─── DATA RECORDS ───

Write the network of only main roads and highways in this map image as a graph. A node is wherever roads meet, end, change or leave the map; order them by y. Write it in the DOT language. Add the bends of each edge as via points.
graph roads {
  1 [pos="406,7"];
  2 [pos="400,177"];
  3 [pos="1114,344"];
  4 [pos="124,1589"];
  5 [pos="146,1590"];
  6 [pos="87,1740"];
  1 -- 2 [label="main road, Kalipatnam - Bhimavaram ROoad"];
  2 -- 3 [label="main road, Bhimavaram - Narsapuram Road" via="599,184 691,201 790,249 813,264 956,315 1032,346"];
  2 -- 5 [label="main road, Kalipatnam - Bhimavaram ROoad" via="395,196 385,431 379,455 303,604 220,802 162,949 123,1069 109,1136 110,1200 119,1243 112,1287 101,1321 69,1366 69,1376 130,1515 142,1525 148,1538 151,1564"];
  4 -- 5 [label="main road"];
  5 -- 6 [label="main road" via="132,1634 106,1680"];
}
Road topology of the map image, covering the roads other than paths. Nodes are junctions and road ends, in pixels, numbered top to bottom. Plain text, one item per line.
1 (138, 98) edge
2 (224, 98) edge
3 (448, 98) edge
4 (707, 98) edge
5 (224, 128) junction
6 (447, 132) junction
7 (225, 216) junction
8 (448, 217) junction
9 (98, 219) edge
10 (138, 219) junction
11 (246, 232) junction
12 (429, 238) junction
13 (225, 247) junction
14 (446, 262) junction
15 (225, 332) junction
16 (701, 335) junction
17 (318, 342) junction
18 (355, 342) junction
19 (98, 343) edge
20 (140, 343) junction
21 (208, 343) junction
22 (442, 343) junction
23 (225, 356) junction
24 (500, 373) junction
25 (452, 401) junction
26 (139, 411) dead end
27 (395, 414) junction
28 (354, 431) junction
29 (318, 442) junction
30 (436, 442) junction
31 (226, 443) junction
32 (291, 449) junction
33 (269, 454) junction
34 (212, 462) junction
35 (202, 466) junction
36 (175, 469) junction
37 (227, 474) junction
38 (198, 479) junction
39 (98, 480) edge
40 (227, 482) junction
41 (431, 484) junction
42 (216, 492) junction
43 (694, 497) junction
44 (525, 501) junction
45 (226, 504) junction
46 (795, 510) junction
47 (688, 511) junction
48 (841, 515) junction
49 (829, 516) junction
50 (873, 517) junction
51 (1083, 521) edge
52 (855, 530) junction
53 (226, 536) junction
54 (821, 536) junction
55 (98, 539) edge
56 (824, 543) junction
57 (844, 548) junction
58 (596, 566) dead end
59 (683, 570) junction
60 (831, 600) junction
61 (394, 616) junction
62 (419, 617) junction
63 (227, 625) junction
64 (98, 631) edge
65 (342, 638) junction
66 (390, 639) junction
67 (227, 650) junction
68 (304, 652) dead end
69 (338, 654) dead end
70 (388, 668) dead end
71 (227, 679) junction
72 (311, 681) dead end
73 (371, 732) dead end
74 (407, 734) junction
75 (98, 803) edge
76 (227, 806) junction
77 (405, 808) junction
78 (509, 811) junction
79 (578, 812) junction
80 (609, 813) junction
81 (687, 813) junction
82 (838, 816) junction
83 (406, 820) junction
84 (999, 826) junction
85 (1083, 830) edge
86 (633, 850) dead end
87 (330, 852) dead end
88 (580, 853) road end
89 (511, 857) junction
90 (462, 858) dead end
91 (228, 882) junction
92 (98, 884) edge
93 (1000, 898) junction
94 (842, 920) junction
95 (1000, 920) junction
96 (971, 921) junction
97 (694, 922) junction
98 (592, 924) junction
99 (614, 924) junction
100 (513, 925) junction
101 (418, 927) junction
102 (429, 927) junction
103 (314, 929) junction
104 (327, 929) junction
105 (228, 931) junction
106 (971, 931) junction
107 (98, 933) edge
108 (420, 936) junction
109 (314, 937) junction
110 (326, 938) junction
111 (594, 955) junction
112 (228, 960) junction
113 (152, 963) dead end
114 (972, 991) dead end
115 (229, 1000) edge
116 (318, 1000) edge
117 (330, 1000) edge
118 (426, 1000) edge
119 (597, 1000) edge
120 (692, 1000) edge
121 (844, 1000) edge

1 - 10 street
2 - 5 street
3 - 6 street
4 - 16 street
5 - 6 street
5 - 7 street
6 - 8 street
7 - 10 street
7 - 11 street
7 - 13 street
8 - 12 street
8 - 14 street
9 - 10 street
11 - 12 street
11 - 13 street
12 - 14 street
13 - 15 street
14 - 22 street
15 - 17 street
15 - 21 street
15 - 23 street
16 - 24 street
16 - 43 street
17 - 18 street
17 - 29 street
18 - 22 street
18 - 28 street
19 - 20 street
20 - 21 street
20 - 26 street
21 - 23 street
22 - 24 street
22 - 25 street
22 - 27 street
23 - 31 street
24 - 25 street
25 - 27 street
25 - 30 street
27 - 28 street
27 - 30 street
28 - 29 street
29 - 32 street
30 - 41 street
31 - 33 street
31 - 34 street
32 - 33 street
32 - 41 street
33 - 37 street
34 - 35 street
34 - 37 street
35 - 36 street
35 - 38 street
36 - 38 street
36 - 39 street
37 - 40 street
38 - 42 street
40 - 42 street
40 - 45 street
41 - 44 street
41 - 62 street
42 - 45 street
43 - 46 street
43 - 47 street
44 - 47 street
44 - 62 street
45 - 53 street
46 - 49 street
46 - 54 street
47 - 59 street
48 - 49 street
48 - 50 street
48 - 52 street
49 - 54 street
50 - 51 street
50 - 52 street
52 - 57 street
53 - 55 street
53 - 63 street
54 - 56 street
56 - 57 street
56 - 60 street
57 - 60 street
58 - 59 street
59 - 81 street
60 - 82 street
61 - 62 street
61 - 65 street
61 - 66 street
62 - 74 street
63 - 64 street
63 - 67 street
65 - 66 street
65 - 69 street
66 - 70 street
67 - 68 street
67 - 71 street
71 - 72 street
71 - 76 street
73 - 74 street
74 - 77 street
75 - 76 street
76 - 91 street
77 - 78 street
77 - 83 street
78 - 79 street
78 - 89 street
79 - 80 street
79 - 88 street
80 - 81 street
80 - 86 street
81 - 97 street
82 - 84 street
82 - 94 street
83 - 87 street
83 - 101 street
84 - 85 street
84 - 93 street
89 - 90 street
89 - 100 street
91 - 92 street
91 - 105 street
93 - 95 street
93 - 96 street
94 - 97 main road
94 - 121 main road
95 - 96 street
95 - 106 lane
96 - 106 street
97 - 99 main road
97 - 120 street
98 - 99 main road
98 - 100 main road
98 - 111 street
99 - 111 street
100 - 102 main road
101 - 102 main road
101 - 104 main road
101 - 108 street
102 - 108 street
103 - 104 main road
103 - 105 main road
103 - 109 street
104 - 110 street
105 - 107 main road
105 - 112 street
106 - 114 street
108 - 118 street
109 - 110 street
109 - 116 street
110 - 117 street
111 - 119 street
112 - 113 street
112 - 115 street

───

WHAT YOU WILL DO
Give the records above again in full, keeping every character unchanged.

TASK RESPONSE
Write the network of only main roads and highways in this map image as a graph. A node is wherever roads meet, end, change or leave the map; order them by y. Write it in the DOT language. Add the bends of each edge as via points.
graph roads {
  1 [pos="406,7"];
  2 [pos="400,177"];
  3 [pos="1114,344"];
  4 [pos="124,1589"];
  5 [pos="146,1590"];
  6 [pos="87,1740"];
  1 -- 2 [label="main road, Kalipatnam - Bhimavaram ROoad"];
  2 -- 3 [label="main road, Bhimavaram - Narsapuram Road" via="599,184 691,201 790,249 813,264 956,315 1032,346"];
  2 -- 5 [label="main road, Kalipatnam - Bhimavaram ROoad" via="395,196 385,431 379,455 303,604 220,802 162,949 123,1069 109,1136 110,1200 119,1243 112,1287 101,1321 69,1366 69,1376 130,1515 142,1525 148,1538 151,1564"];
  4 -- 5 [label="main road"];
  5 -- 6 [label="main road" via="132,1634 106,1680"];
}
Road topology of the map image, covering the roads other than paths. Nodes are junctions and road ends, in pixels, numbered top to bottom. Plain text, one item per line.
1 (138, 98) edge
2 (224, 98) edge
3 (448, 98) edge
4 (707, 98) edge
5 (224, 128) junction
6 (447, 132) junction
7 (225, 216) junction
8 (448, 217) junction
9 (98, 219) edge
10 (138, 219) junction
11 (246, 232) junction
12 (429, 238) junction
13 (225, 247) junction
14 (446, 262) junction
15 (225, 332) junction
16 (701, 335) junction
17 (318, 342) junction
18 (355, 342) junction
19 (98, 343) edge
20 (140, 343) junction
21 (208, 343) junction
22 (442, 343) junction
23 (225, 356) junction
24 (500, 373) junction
25 (452, 401) junction
26 (139, 411) dead end
27 (395, 414) junction
28 (354, 431) junction
29 (318, 442) junction
30 (436, 442) junction
31 (226, 443) junction
32 (291, 449) junction
33 (269, 454) junction
34 (212, 462) junction
35 (202, 466) junction
36 (175, 469) junction
37 (227, 474) junction
38 (198, 479) junction
39 (98, 480) edge
40 (227, 482) junction
41 (431, 484) junction
42 (216, 492) junction
43 (694, 497) junction
44 (525, 501) junction
45 (226, 504) junction
46 (795, 510) junction
47 (688, 511) junction
48 (841, 515) junction
49 (829, 516) junction
50 (873, 517) junction
51 (1083, 521) edge
52 (855, 530) junction
53 (226, 536) junction
54 (821, 536) junction
55 (98, 539) edge
56 (824, 543) junction
57 (844, 548) junction
58 (596, 566) dead end
59 (683, 570) junction
60 (831, 600) junction
61 (394, 616) junction
62 (419, 617) junction
63 (227, 625) junction
64 (98, 631) edge
65 (342, 638) junction
66 (390, 639) junction
67 (227, 650) junction
68 (304, 652) dead end
69 (338, 654) dead end
70 (388, 668) dead end
71 (227, 679) junction
72 (311, 681) dead end
73 (371, 732) dead end
74 (407, 734) junction
75 (98, 803) edge
76 (227, 806) junction
77 (405, 808) junction
78 (509, 811) junction
79 (578, 812) junction
80 (609, 813) junction
81 (687, 813) junction
82 (838, 816) junction
83 (406, 820) junction
84 (999, 826) junction
85 (1083, 830) edge
86 (633, 850) dead end
87 (330, 852) dead end
88 (580, 853) road end
89 (511, 857) junction
90 (462, 858) dead end
91 (228, 882) junction
92 (98, 884) edge
93 (1000, 898) junction
94 (842, 920) junction
95 (1000, 920) junction
96 (971, 921) junction
97 (694, 922) junction
98 (592, 924) junction
99 (614, 924) junction
100 (513, 925) junction
101 (418, 927) junction
102 (429, 927) junction
103 (314, 929) junction
104 (327, 929) junction
105 (228, 931) junction
106 (971, 931) junction
107 (98, 933) edge
108 (420, 936) junction
109 (314, 937) junction
110 (326, 938) junction
111 (594, 955) junction
112 (228, 960) junction
113 (152, 963) dead end
114 (972, 991) dead end
115 (229, 1000) edge
116 (318, 1000) edge
117 (330, 1000) edge
118 (426, 1000) edge
119 (597, 1000) edge
120 (692, 1000) edge
121 (844, 1000) edge

1 - 10 street
2 - 5 street
3 - 6 street
4 - 16 street
5 - 6 street
5 - 7 street
6 - 8 street
7 - 10 street
7 - 11 street
7 - 13 street
8 - 12 street
8 - 14 street
9 - 10 street
11 - 12 street
11 - 13 street
12 - 14 street
13 - 15 street
14 - 22 street
15 - 17 street
15 - 21 street
15 - 23 street
16 - 24 street
16 - 43 street
17 - 18 street
17 - 29 street
18 - 22 street
18 - 28 street
19 - 20 street
20 - 21 street
20 - 26 street
21 - 23 street
22 - 24 street
22 - 25 street
22 - 27 street
23 - 31 street
24 - 25 street
25 - 27 street
25 - 30 street
27 - 28 street
27 - 30 street
28 - 29 street
29 - 32 street
30 - 41 street
31 - 33 street
31 - 34 street
32 - 33 street
32 - 41 street
33 - 37 street
34 - 35 street
34 - 37 street
35 - 36 street
35 - 38 street
36 - 38 street
36 - 39 street
37 - 40 street
38 - 42 street
40 - 42 street
40 - 45 street
41 - 44 street
41 - 62 street
42 - 45 street
43 - 46 street
43 - 47 street
44 - 47 street
44 - 62 street
45 - 53 street
46 - 49 street
46 - 54 street
47 - 59 street
48 - 49 street
48 - 50 street
48 - 52 street
49 - 54 street
50 - 51 street
50 - 52 street
52 - 57 street
53 - 55 street
53 - 63 street
54 - 56 street
56 - 57 street
56 - 60 street
57 - 60 street
58 - 59 street
59 - 81 street
60 - 82 street
61 - 62 street
61 - 65 street
61 - 66 street
62 - 74 street
63 - 64 street
63 - 67 street
65 - 66 street
65 - 69 street
66 - 70 street
67 - 68 street
67 - 71 street
71 - 72 street
71 - 76 street
73 - 74 street
74 - 77 street
75 - 76 street
76 - 91 street
77 - 78 street
77 - 83 street
78 - 79 street
78 - 89 street
79 - 80 street
79 - 88 street
80 - 81 street
80 - 86 street
81 - 97 street
82 - 84 street
82 - 94 street
83 - 87 street
83 - 101 street
84 - 85 street
84 - 93 street
89 - 90 street
89 - 100 street
91 - 92 street
91 - 105 street
93 - 95 street
93 - 96 street
94 - 97 main road
94 - 121 main road
95 - 96 street
95 - 106 lane
96 - 106 street
97 - 99 main road
97 - 120 street
98 - 99 main road
98 - 100 main road
98 - 111 street
99 - 111 street
100 - 102 main road
101 - 102 main road
101 - 104 main road
101 - 108 street
102 - 108 street
103 - 104 main road
103 - 105 main road
103 - 109 street
104 - 110 street
105 - 107 main road
105 - 112 street
106 - 114 street
108 - 118 street
109 - 110 street
109 - 116 street
110 - 117 street
111 - 119 street
112 - 113 street
112 - 115 street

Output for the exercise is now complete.